A PICTISH HONEYMOON
Stair Garland slept little that night. He wandered in the cool purple darkness here and there about the island, listening to the curious noises of the birds, complaining vaguely, or calling one to the other from the rocky ledges. He was conscious of the perpetual drumming of the sea in his ears, as the tide ran, jostled in the narrow reaches, and hammered without ceasing on the outer cliffs of the little island.
The pair of cows were company to him. He wondered whence they came and who had placed them there. They did not waste their time, but munched steadily at the lush grasses in the interior meadow of the isle—the hollow palm of its hand, as it were. The problem took his mind for a while off his own miseries.
Some one had been there. Some one had been accustomed to tend and milk them. It could not be his sister Jean, for she could not have been long enough spared from the farm at Glenanmays. Who, then, had provided all that they found waiting for them?
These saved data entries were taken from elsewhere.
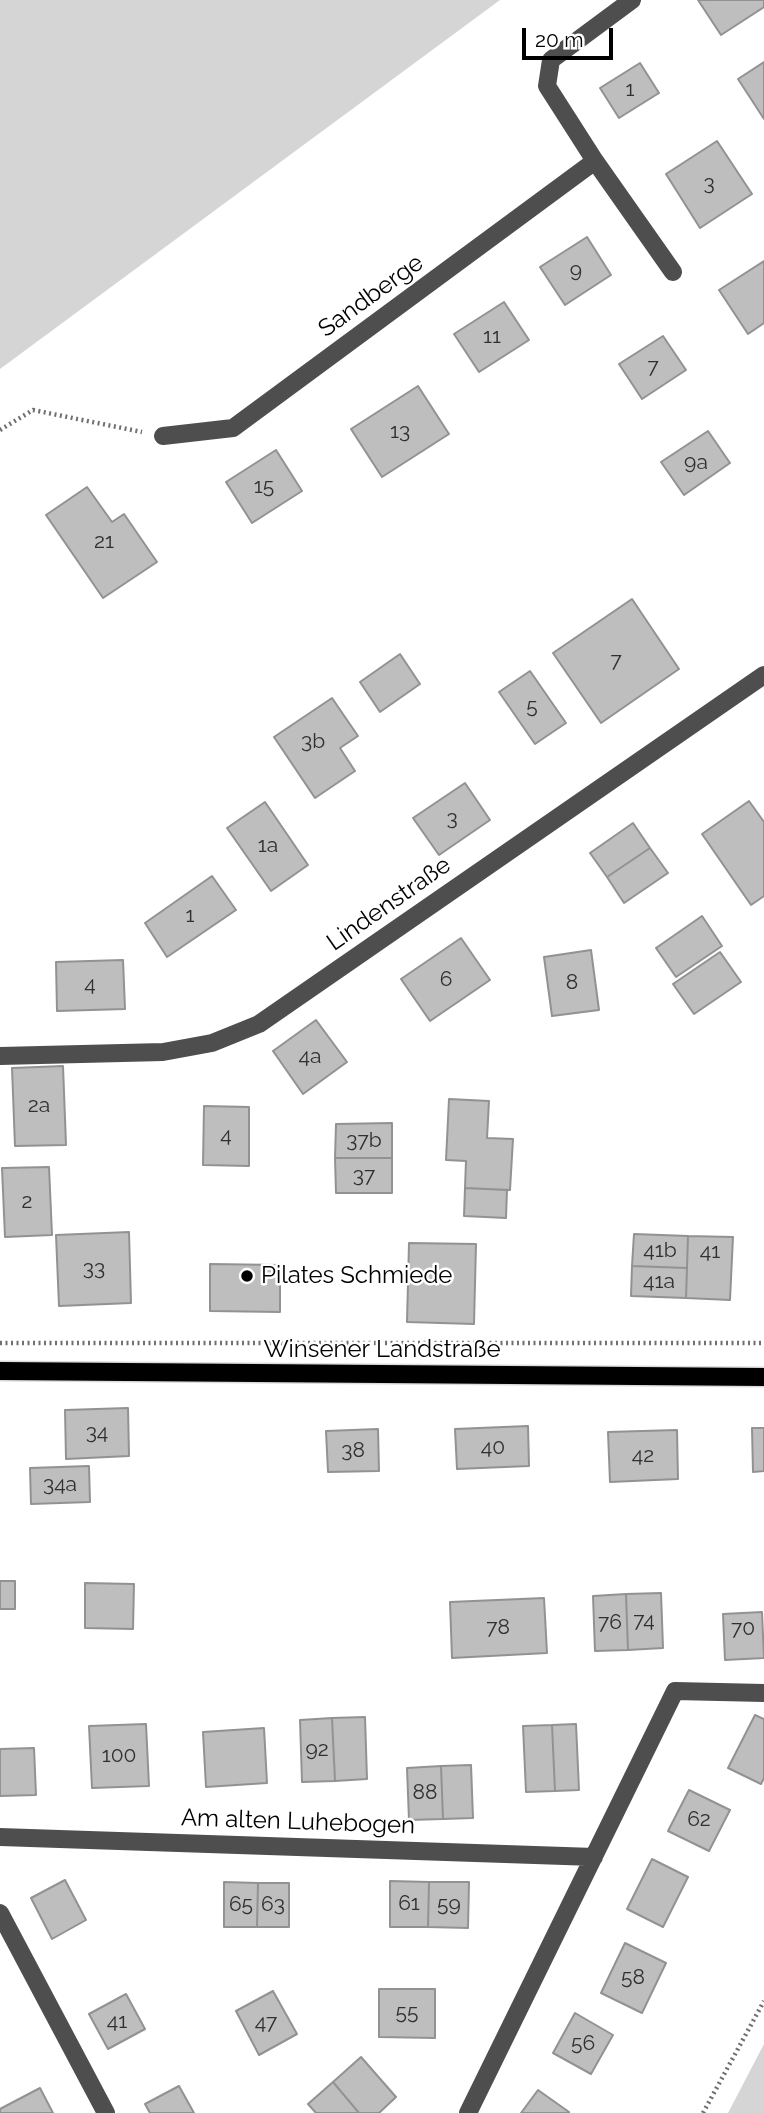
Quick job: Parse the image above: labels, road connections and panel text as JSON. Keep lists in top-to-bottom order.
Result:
{
  "streets": {
    "main road": ["Winsener Landstraße"],
    "street": ["Sandberge", "Lindenstraße", "Am alten Luhebogen"]
  },
  "places": ["Pilates Schmiede"],
  "house_numbers": [
    "1",
    "3",
    "9",
    "11",
    "7",
    "13",
    "9a",
    "15",
    "21",
    "7",
    "5",
    "3b",
    "3",
    "1a",
    "1",
    "6",
    "8",
    "4",
    "4a",
    "2a",
    "4",
    "37b",
    "37",
    "2",
    "41b",
    "41",
    "33",
    "41a",
    "34",
    "40",
    "38",
    "42",
    "34a",
    "74",
    "76",
    "78",
    "70",
    "92",
    "100",
    "88",
    "62",
    "61",
    "65",
    "63",
    "59",
    "58",
    "55",
    "41",
    "47",
    "56"
  ],
  "scale_bar": "20 m"
}
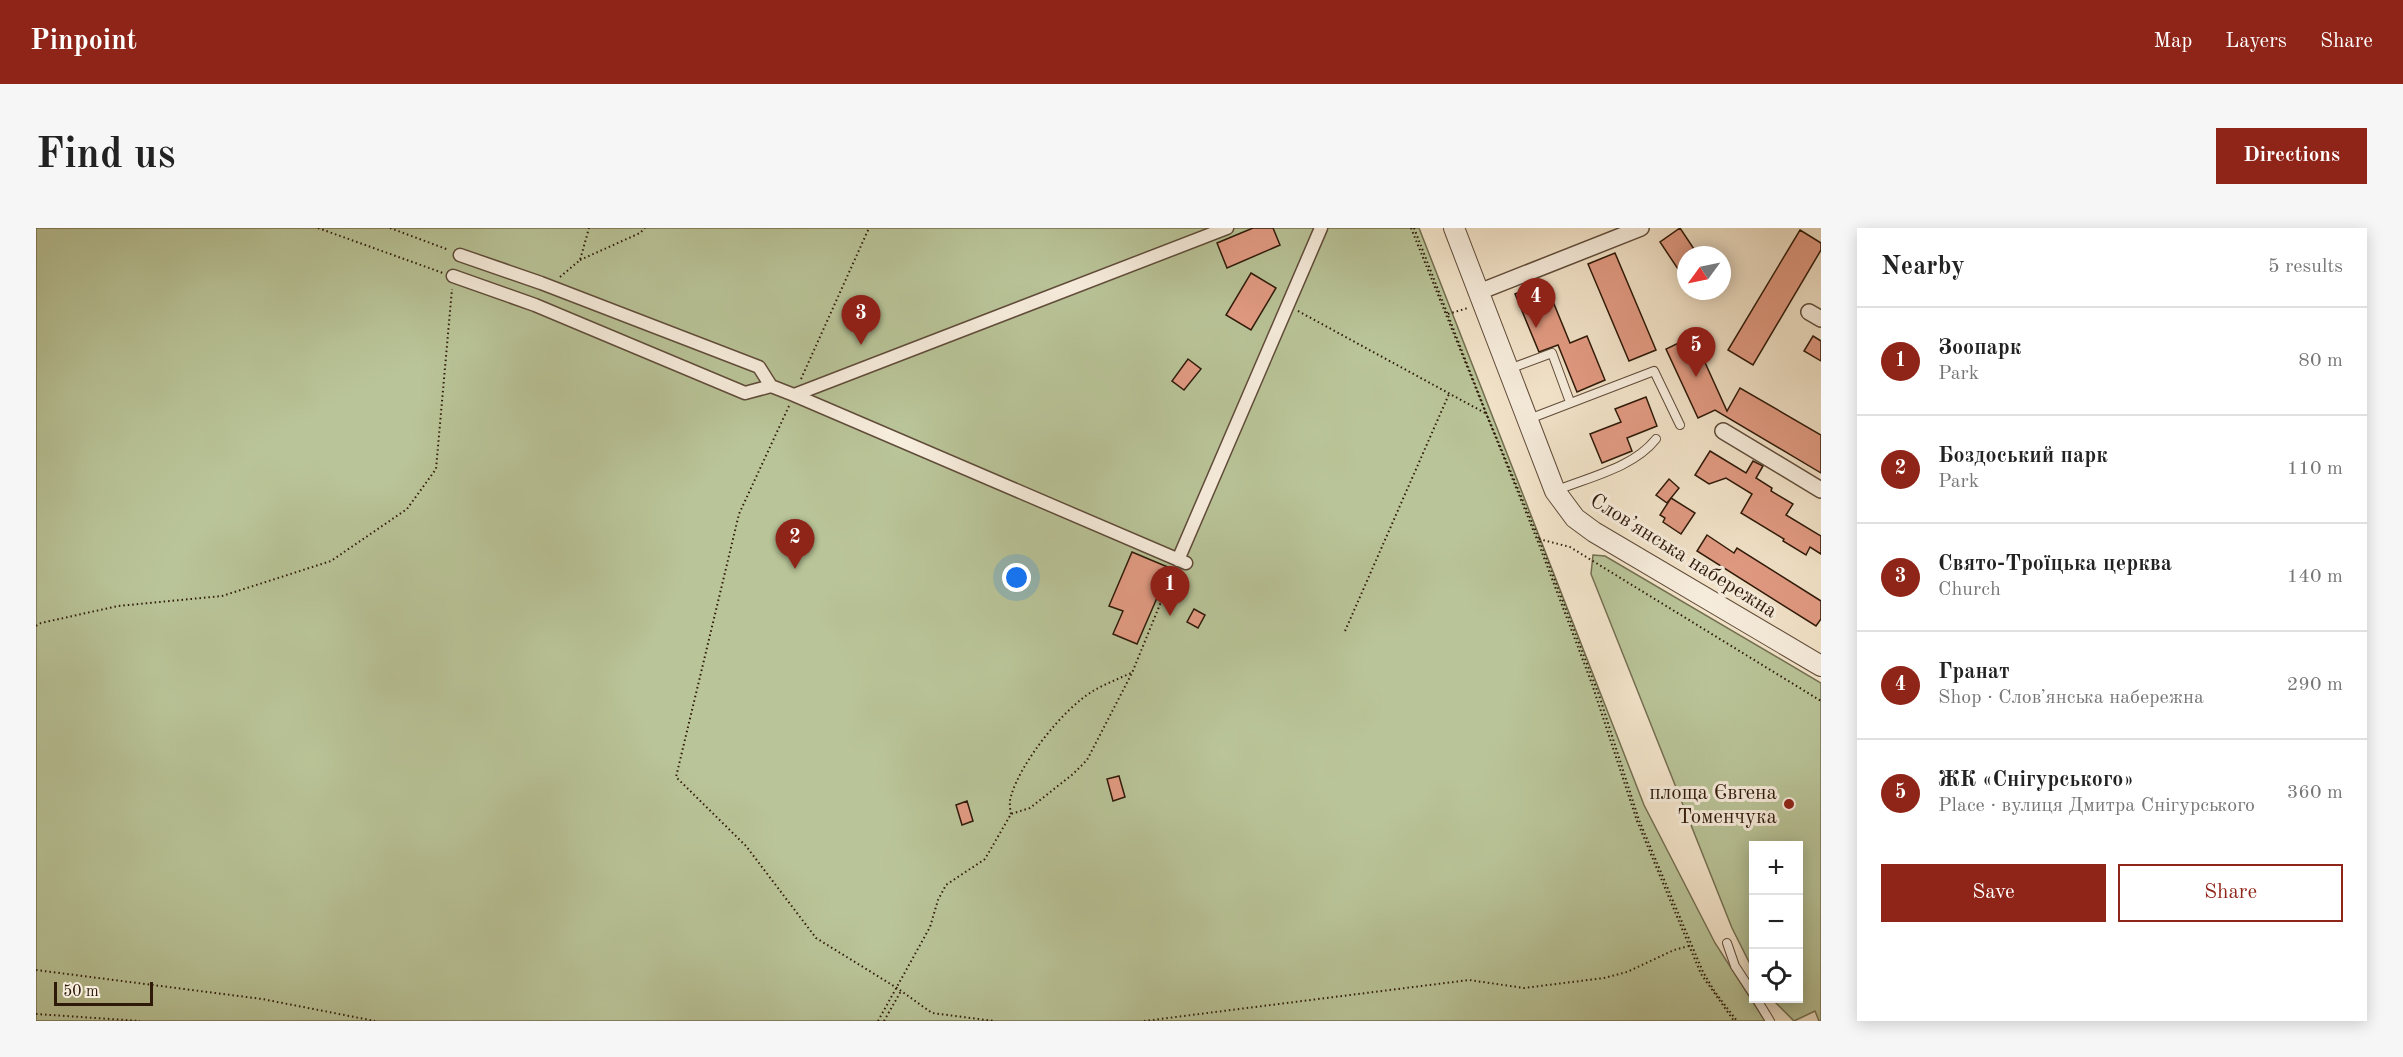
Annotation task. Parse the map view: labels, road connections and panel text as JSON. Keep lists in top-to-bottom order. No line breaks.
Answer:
{"streets":{"street":["Словʼянська набережна"]},"places":["площа Євгена Томенчука"],"scale_bar":"50 m","north":"bottom left","page":{"header":"Pinpoint","nav":["Map","Layers","Share"],"buttons":["Directions",["Save","Share"]],"title":"Find us","heading":["Nearby","5 results"],"pins":["4","3","5","2","1"],"list":[{"mark":"1","name":"Зоопарк","note":"Park","value":"80 m"},{"mark":"2","name":"Боздоський парк","note":"Park","value":"110 m"},{"mark":"3","name":"Свято-Троїцька церква","note":"Church","value":"140 m"},{"mark":"4","name":"Гранат","note":"Shop · Словʼянська набережна","value":"290 m"},{"mark":"5","name":"ЖК «Снігурського»","note":"Place · вулиця Дмитра Снігурського","value":"360 m"}],"map_buttons":["+","−"],"scale":"50 m"}}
The poultry he had penned in darkness, so that their early crowing might not awaken Patsy. She must know. She had prepared all this. She had prepared everything. Even his own delivery from prison, even the great muster of the Bands to override authority and save him, were only little dove-tailings in the scheme which Patsy had designed for her own liberation.
Well, he had nothing to complain of. He had been asked a question, and if he had wished he might have answered "No." Was he a free man or bound? But having said "Yes" of his own good will, what remained to him but to take up the rôle which Patsy had reserved for him. It was not remarkably dignified, but—if any fault there were, the fault was his own.
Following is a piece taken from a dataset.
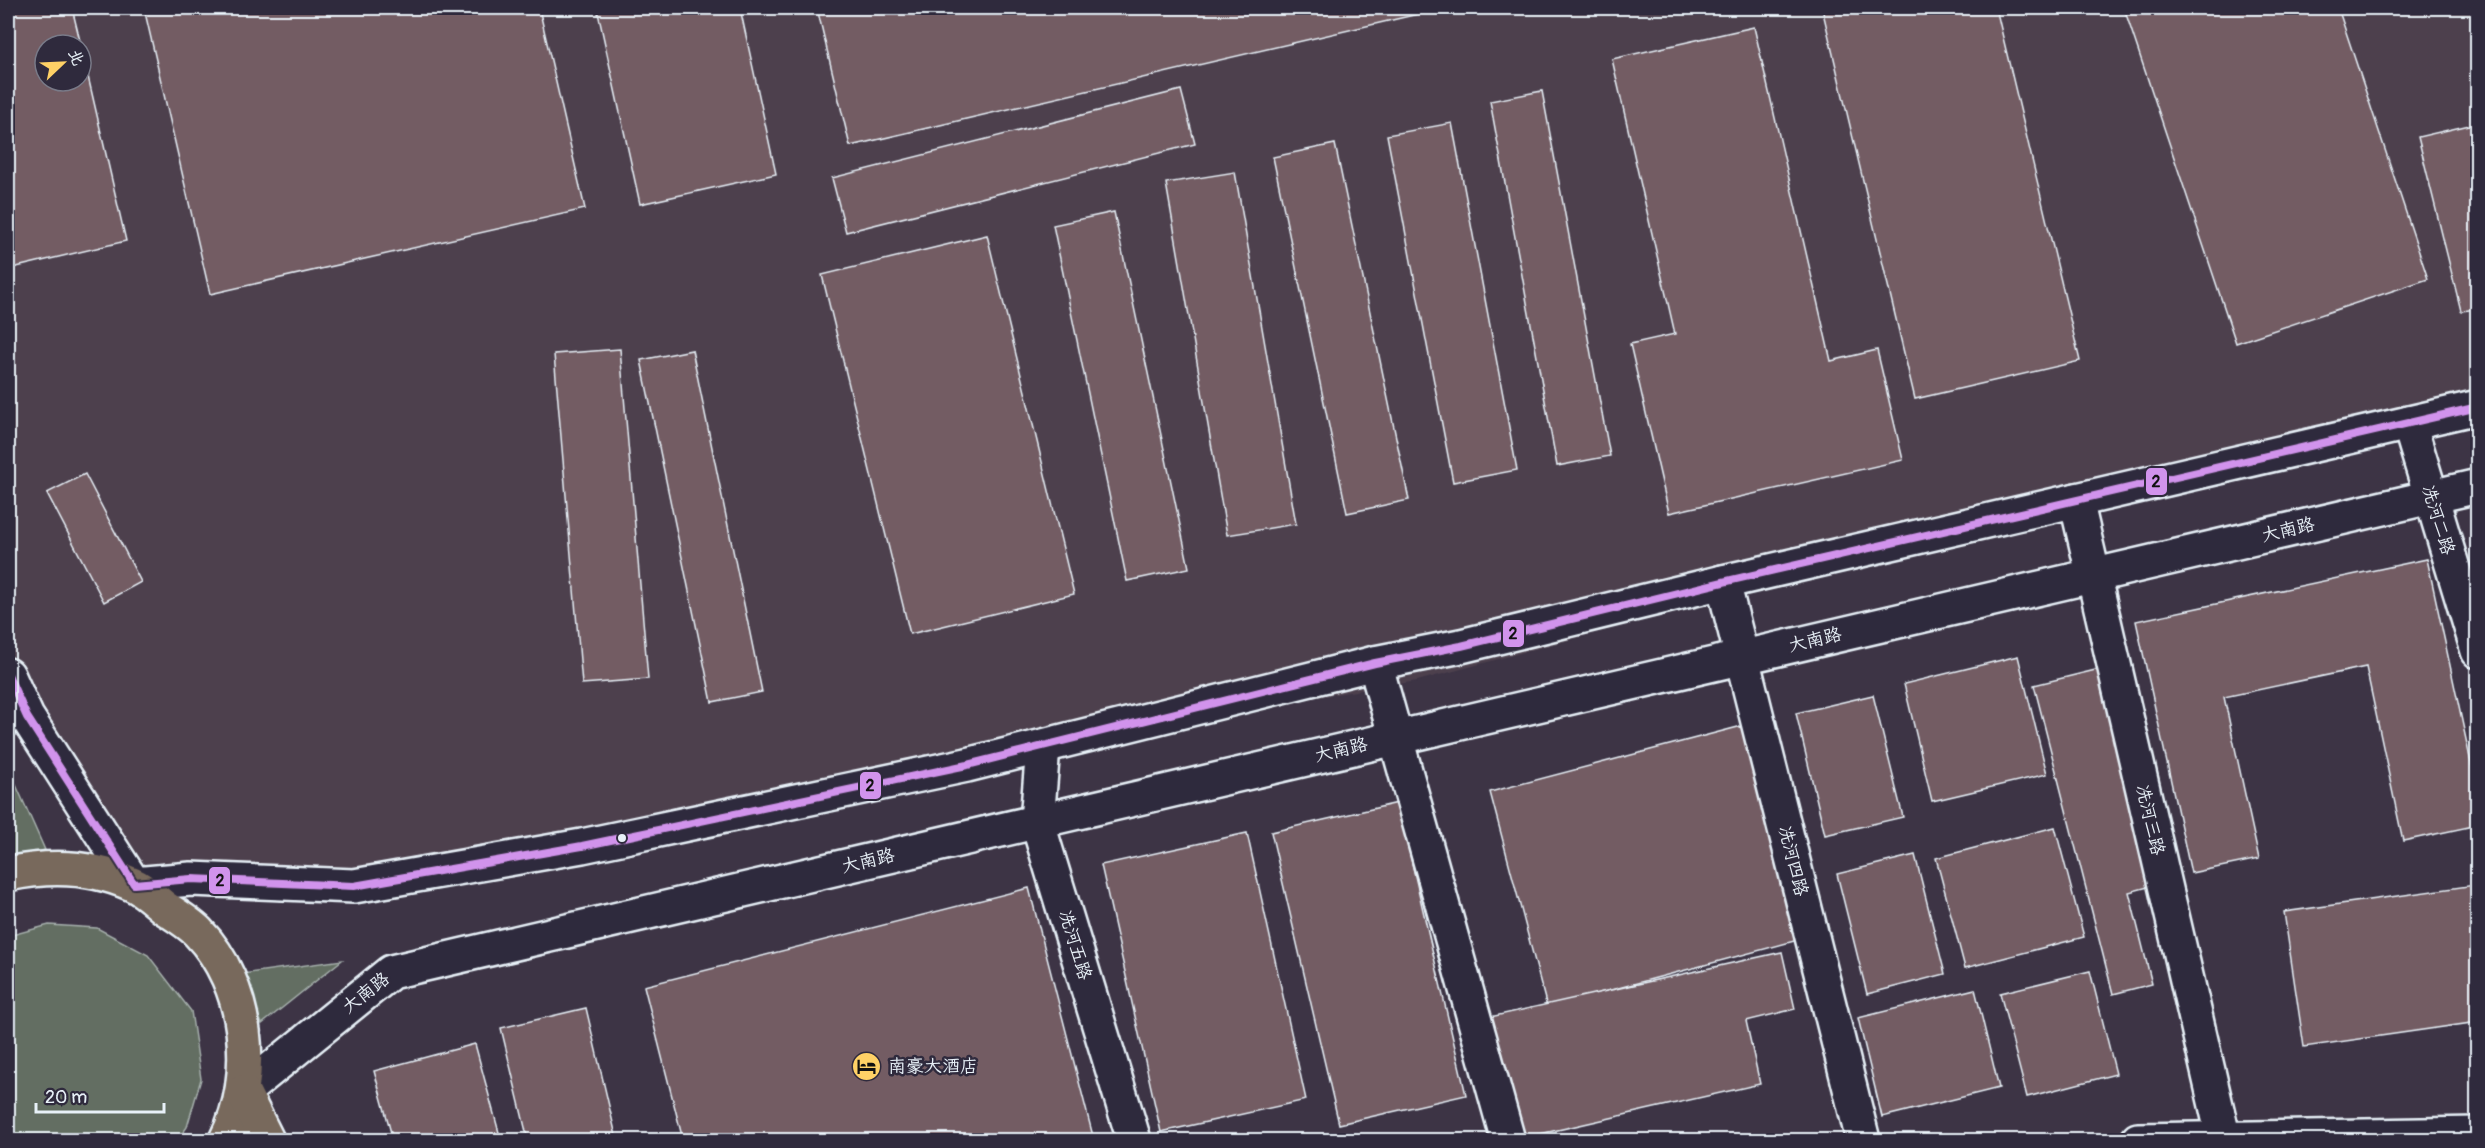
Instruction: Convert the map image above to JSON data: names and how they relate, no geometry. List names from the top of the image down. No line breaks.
{"streets":{"street":["冼河二路","大南路","冼河三路","冼河四路","冼河五路"]},"crossings":[["冼河二路","大南路"],["大南路","冼河三路"],["大南路","冼河四路"],["大南路","冼河五路"]],"places":{"hotel":["南豪大酒店"]},"lines":["transit line 2"],"scale_bar":"20 m","north":"top right"}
Besides, he would have given the same answer then or any other moment. He had not been taken by surprise. So long as he was Patsy's husband, nobody else could be so also! Why, of course, he would stand by his bargain! What else was he for—he, Diarmid Garland's second son—the head of the Bands, the famous defier of the press and the Preventives? Pshaw! What did all that mean to him now—apples of Sodom in the mouth, an exceeding bitter fruit! What a fool he was with his airs! Would he ever have such a chance again, and he to dream of complaining!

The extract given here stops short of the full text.